2.5. Gastrointestinal Bleeding

Gastroesophageal fundus varices bleeding is a common complication for patients with cirrhotic portal hypertension. Gastrointestinal bleeding of any cause can directly lead to a decreased amount of hemocytes in the effective circulatory blood volume. Usually, these theories coexist, and rarely only one theory comes into play [20] .

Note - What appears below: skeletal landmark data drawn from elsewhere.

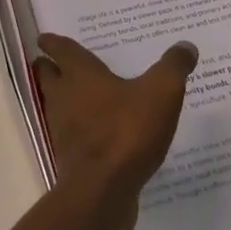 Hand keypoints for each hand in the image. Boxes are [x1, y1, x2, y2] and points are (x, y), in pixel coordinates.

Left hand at [33, 34, 196, 226]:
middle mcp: (64, 98)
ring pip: (57, 106)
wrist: (103, 191)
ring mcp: (63, 130)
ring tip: (80, 95)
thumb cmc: (128, 131)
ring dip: (63, 98)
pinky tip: (98, 132)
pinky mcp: (71, 158)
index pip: (61, 50)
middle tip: (55, 62)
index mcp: (80, 75)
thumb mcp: (161, 92)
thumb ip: (173, 67)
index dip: (52, 42)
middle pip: (49, 77)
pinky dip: (79, 128)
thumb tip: (186, 45)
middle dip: (50, 69)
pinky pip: (71, 134)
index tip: (44, 38) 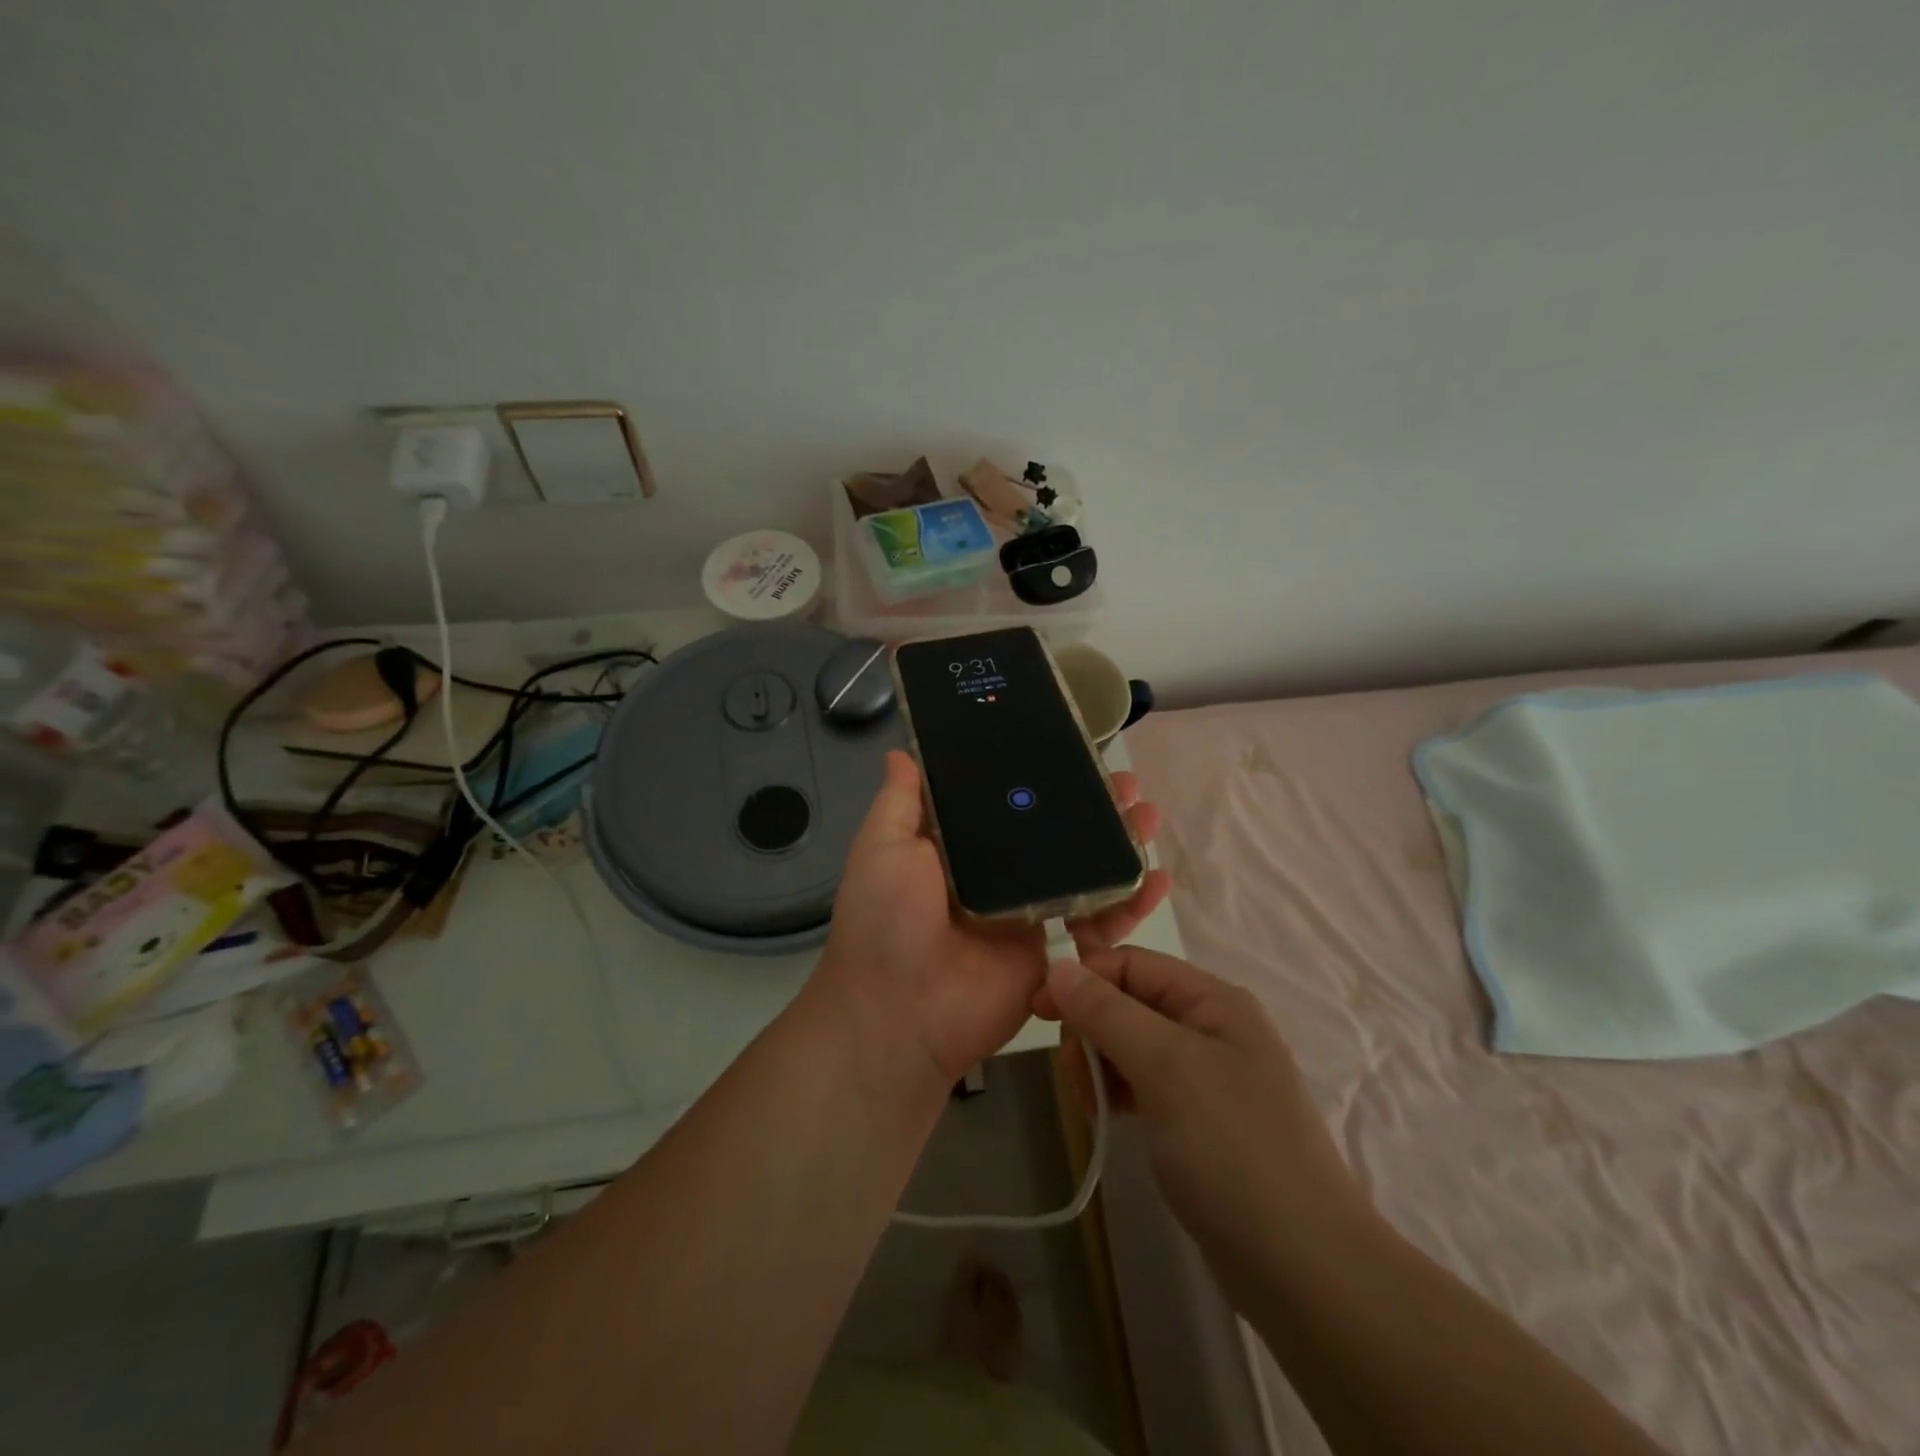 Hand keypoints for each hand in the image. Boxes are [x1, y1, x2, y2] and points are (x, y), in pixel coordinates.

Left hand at [811, 750, 1169, 1090]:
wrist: (902, 1013)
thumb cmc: (886, 920)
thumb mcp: (882, 848)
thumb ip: (899, 802)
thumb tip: (901, 752)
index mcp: (958, 847)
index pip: (1005, 800)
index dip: (1038, 775)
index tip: (1070, 749)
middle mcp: (996, 873)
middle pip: (1053, 830)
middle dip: (1091, 805)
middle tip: (1126, 783)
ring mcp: (1027, 909)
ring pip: (1082, 868)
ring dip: (1119, 843)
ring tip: (1148, 815)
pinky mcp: (1052, 947)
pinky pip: (1097, 920)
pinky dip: (1131, 901)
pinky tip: (1159, 878)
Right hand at [1042, 947, 1370, 1277]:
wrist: (1304, 1270)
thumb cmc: (1233, 1148)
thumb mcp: (1166, 1067)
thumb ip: (1108, 1012)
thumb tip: (1058, 966)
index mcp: (1213, 1001)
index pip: (1133, 964)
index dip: (1084, 978)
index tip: (1038, 1010)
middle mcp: (1212, 1028)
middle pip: (1130, 1002)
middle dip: (1092, 1027)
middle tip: (1072, 1073)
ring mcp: (1207, 1077)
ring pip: (1132, 1045)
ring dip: (1101, 1063)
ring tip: (1091, 1103)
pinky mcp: (1198, 1121)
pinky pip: (1144, 1085)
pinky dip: (1119, 1092)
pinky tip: (1107, 1116)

Chronic gastrointestinal bleeding can result in iron, folic acid and vitamin B12 deficiencies, and insufficient material for the synthesis of erythrocytes. Massive loss of erythrocytes can lead to anemia in patients. A Cr51 labeled-erythrocyte test demonstrated that only 20% of patients with cirrhosis complicated with anemia had increased erythrocytes in their spleens.

2.6. Malnutrition

Portal hypertensive gastropathy can cause malabsorption of hematopoietic growth factors and non-visible loss of nutrients necessary for hematopoiesis. Additionally, the lack of iron, folic acid and vitamin B12 results in insufficient materials for the synthesis of erythrocytes, leading to decreased hematopoiesis.

3. Clinical Significances

The significance of exploring the causes of hemocytopenia in the peripheral blood in the patients with cirrhotic portal hypertension lies in its guidance for treatment and evaluation for therapeutic effects [21] . If hemocytopenia is caused by splenomegaly or hypersplenism, whether monolineage or multi-lineage, the decreased hemocytes will rise significantly after a splenectomy (P < 0.01) [22] . The most sensitive hemocyte is the platelet, which will increase half an hour after the operation, and reach the highest level in 2 weeks; afterwards it will decrease gradually and remain at a normal level. Leukocytes and erythrocytes would increase following the platelets. Hemocytopenia in the peripheral blood caused by non-splenic factors does not lead to a definite increase in hemocytes after splenectomy.

Conflicts of Interest

The authors declare no conflicts of interest.